● WORK ITEM:
Across the whole listing, filter for the string "Right" and copy every line that has it.

● STUDY MATERIAL:
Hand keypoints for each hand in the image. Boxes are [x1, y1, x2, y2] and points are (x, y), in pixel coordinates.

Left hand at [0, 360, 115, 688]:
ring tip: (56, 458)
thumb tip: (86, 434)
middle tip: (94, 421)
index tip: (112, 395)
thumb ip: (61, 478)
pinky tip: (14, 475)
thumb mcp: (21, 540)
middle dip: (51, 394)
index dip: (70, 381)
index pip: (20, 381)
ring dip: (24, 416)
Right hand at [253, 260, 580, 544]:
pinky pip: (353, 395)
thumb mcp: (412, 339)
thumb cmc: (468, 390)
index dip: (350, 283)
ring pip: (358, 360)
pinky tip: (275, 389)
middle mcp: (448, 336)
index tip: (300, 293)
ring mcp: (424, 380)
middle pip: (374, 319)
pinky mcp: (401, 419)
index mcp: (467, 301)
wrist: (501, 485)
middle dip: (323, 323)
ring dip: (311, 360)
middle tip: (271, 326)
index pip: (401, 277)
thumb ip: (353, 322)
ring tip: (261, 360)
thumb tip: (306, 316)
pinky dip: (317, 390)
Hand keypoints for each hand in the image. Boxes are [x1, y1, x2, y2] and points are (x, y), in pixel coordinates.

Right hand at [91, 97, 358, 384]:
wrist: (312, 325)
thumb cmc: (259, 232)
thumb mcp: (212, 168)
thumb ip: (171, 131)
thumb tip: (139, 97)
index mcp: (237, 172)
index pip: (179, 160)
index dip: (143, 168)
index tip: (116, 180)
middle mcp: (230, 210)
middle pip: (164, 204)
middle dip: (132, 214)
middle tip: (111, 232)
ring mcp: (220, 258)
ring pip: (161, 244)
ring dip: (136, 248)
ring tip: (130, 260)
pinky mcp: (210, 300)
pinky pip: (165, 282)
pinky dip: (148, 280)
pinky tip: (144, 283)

--

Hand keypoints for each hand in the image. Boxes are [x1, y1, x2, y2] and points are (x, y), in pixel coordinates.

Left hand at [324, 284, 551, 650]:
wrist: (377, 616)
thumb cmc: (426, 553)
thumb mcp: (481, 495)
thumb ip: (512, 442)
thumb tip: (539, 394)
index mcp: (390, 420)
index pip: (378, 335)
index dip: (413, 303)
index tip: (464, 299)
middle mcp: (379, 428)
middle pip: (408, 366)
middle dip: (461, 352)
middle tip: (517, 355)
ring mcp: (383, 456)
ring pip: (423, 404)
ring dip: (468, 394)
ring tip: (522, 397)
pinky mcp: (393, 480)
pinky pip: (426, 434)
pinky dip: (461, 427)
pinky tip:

* * *

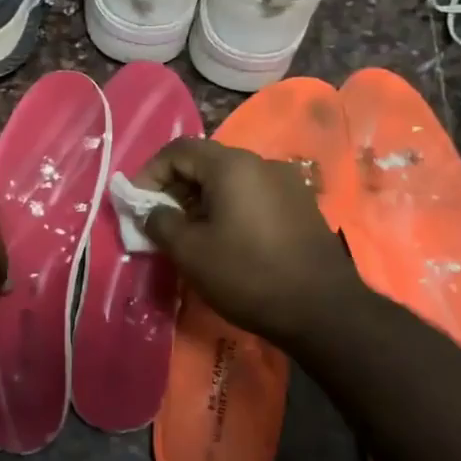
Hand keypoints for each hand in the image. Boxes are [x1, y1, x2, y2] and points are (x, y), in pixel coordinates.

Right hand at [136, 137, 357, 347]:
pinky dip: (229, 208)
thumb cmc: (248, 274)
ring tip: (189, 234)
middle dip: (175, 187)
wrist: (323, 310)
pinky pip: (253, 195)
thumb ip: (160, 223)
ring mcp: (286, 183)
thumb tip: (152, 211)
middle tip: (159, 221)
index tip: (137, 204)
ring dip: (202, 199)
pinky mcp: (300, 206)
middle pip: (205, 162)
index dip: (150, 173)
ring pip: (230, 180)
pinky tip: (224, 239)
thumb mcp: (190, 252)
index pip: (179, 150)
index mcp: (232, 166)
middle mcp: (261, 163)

● ANSWER TO THIS TASK:
Right hand at [253, 260, 580, 544]:
Right hand at [91, 97, 358, 384]:
Right hand at [136, 137, 357, 347]:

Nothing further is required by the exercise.